Münsterkäse: Die großen Stinker

Obwohl sehr weich, ist Münsterkäse harter Stoff. Das liegt an seinem Geruch. Erst im Mund wird er zu einem Genuss, der auch unseren Autor begeistert

Text: Pascal Cames

Wieso eine Stadt wie Munster im Elsass ein Käsemuseum hat, wo doch gar kein Käse innerhalb der Stadtmauern produziert wird, hat seinen Grund in der Historie. Es war um 600 n.C. als Benediktinermönche ins Fechttal kamen, heute besser bekannt unter dem touristischen Namen Vallée de Munster – Munstertal. Wie man weiß, brachten die Benediktiner nicht nur ihren Glauben und den Weinbau à la Burgund mit, sondern auch die Kunst der Käseherstellung.
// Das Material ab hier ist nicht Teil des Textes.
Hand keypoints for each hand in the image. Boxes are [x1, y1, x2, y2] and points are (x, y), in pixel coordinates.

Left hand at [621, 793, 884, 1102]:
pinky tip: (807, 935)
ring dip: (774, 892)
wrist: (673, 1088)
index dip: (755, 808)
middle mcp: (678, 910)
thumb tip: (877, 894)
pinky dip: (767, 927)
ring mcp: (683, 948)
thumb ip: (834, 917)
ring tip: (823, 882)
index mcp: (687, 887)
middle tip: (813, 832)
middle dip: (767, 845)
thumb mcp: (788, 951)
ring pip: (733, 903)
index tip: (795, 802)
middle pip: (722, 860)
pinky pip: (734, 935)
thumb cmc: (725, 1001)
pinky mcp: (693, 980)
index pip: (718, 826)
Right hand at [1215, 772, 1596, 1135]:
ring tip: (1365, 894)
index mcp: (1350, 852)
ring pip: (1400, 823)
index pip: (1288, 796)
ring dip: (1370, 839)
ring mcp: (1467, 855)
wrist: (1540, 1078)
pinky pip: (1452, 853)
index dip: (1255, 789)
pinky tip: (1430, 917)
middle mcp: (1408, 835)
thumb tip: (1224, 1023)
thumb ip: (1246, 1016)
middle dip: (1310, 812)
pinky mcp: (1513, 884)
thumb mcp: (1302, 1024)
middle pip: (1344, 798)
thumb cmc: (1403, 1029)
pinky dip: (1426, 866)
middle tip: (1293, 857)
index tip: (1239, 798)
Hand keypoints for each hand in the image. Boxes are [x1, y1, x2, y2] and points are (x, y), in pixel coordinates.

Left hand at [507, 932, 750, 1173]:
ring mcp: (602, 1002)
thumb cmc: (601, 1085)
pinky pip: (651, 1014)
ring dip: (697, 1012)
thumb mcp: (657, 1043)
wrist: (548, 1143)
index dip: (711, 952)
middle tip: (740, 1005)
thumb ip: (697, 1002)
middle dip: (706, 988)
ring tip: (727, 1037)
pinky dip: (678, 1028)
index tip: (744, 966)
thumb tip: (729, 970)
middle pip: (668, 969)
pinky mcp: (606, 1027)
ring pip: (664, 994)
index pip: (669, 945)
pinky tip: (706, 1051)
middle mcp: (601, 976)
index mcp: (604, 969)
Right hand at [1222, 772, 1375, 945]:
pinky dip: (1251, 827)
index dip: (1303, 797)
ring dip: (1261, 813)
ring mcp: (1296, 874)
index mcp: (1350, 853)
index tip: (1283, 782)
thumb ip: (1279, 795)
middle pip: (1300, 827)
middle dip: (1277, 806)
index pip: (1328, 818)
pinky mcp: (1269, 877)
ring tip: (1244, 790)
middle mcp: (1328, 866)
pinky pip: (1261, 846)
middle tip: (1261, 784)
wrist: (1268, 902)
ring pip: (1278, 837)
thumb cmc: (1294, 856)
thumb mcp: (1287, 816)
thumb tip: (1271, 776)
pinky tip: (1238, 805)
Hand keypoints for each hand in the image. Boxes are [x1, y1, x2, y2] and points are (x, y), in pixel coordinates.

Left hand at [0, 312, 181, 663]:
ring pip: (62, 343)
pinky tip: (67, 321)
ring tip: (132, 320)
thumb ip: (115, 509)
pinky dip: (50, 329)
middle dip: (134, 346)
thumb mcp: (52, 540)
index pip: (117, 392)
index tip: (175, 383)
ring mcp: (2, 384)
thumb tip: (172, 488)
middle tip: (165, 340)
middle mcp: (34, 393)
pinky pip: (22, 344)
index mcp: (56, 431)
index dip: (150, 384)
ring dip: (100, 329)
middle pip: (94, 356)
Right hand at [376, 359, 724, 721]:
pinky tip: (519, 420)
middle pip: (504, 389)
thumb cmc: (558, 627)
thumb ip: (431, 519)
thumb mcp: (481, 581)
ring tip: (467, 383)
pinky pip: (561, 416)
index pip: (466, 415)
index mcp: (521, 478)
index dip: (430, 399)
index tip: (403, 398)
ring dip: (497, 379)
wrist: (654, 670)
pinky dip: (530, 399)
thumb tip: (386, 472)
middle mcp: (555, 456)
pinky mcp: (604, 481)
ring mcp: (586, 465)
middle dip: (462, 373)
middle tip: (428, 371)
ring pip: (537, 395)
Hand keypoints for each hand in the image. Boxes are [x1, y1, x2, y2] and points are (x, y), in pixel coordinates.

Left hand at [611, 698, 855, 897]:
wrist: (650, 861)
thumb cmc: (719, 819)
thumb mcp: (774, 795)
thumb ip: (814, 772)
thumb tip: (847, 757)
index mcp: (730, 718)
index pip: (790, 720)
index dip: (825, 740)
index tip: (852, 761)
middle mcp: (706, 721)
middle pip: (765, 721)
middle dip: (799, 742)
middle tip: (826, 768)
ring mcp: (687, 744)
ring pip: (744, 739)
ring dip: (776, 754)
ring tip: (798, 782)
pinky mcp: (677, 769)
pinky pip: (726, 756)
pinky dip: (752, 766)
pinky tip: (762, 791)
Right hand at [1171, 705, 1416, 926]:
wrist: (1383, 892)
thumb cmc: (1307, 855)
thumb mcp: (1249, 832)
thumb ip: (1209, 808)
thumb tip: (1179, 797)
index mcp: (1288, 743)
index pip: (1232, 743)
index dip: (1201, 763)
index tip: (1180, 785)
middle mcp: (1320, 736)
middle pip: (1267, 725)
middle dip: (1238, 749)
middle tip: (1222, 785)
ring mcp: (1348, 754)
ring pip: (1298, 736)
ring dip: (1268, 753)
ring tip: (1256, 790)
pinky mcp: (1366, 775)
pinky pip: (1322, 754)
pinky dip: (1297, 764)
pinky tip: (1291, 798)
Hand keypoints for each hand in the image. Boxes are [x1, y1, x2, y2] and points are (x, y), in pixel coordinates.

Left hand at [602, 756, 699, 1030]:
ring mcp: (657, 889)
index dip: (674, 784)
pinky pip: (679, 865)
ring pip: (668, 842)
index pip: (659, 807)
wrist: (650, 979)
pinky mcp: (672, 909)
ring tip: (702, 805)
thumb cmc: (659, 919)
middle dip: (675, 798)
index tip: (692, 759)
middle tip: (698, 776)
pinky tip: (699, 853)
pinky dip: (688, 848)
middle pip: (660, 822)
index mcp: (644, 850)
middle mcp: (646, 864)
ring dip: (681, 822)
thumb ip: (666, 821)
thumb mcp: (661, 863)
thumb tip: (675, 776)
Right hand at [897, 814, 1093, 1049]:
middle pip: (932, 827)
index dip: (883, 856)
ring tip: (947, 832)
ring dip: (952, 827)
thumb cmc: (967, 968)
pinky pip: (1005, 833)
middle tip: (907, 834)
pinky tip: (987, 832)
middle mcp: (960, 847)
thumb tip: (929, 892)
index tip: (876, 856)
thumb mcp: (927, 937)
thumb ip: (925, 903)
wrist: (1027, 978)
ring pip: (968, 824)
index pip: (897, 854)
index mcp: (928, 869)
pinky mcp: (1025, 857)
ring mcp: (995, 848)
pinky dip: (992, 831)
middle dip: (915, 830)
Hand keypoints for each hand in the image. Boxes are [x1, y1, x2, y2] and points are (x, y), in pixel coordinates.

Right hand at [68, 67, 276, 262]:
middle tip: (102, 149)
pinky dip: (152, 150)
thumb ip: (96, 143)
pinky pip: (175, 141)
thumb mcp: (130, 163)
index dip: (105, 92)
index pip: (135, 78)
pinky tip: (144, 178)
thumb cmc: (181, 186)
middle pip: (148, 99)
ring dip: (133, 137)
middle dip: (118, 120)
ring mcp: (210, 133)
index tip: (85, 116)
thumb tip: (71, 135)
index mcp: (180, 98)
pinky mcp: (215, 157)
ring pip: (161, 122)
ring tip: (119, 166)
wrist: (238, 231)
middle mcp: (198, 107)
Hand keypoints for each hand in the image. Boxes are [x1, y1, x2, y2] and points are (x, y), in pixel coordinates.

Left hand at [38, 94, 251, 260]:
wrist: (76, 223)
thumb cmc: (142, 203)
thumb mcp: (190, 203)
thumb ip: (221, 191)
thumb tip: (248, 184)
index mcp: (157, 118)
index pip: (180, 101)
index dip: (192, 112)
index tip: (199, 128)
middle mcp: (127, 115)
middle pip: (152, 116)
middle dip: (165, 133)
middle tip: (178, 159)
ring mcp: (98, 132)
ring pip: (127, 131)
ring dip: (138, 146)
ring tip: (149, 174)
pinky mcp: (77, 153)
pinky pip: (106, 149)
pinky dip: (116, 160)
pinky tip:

Die Mönche bringen das Wissen

Rasch verbreitete sich die Käsekultur vom Monasterium (lat. für Kloster) auf die Almen und von dort über „le grand pâturage“ („die große Wiese“) in den lothringischen Teil der Vogesen, in dem schon immer französisch gesprochen wurde. Die Lothringer sagen Géromé zum Munsterkäse, während er im Elsässerdeutsch „Münschter“ oder „Minschder“ genannt wird. Französisch ausgesprochen kommt ein „Mastär“ heraus, was sich wie eine Beschwerde anhört. Was auch nicht schön ist, ist sein Geruch. Man tut der Elsässer Käsekunst nicht unrecht, wenn man sagt: „Das ist ein ganz großer Stinker.“ Vielleicht sogar der größte Frankreichs. Mittlerweile gibt es Geschäfte, die den Käufern versprechen, dass sie den Käse geruchsfrei einpacken. Da wird wirklich mitgedacht! Denn eine längere Autofahrt mit einem unverpackten Stinker ist kaum auszuhalten.

Regionale Herkunft

Der Munster respektive Munster-Géromé ist der einzige Elsässer Beitrag zu Frankreichs großartiger Käsekultur. Die Produzenten sitzen alle in einem bestimmten Gebiet, das sich über sieben ostfranzösische Departements zieht. Wer außerhalb davon Munsterkäse produziert, kann das tun, darf ihn aber nicht so nennen. Zudem verlangt das Label Appellation d’Origine Contrôlée bestimmte Qualitätsstandards wie zum Beispiel die Reifezeit. Dem großen Stinker ist sogar eine Käsestraße (La Route du Fromage) gewidmet, die nicht nur zu den Fermes (den Bergbauernhöfen) führt, sondern auch veranschaulicht, in welcher Idylle dieser Käse entsteht. Bergbauern wie die Wehrys, Deybachs, Huss’ und Spenles, deren Großeltern schon auf den Almen lebten und früher – als noch keine Touristen unterwegs waren – ein wirklich hartes Leben führten, sind nach wie vor firm in Sachen Käse. Sie produzieren nach alter Väter Sitte, sind aber auch neuen Ideen gegenüber aufgeschlossen. Jean-Mathieu Spenle von der Ferme Auberge Le Grand Hêtre etwa veredelt seinen Munster mit Kümmel, Bärlauch und Holunderblüten.

Es kommt auf die Kuh an!

Die meisten Bergbauernhöfe sind kein bisschen schmuck. Es sind lange, gedrungene Häuser für Mensch und Tier, oft mit Wellblechdächern, einfachem Mauerwerk, aber so gut wie immer mit der schönsten Aussicht der Welt gesegnet. Wer hier sitzt, kommt auf keinen schrägen Gedanken. Drumherum sind nur Almen mit vereinzelten Gruppen von Buchen sowie ein paar windschiefen Gewächsen. Im Sommer, wenn es auch mal in den Hochvogesen brütend heiß ist, sammeln sich hier die Kühe im Schatten, wenn sie nicht gerade Frauenmantel, Fenchel, Ruchgras und andere Kräuter fressen.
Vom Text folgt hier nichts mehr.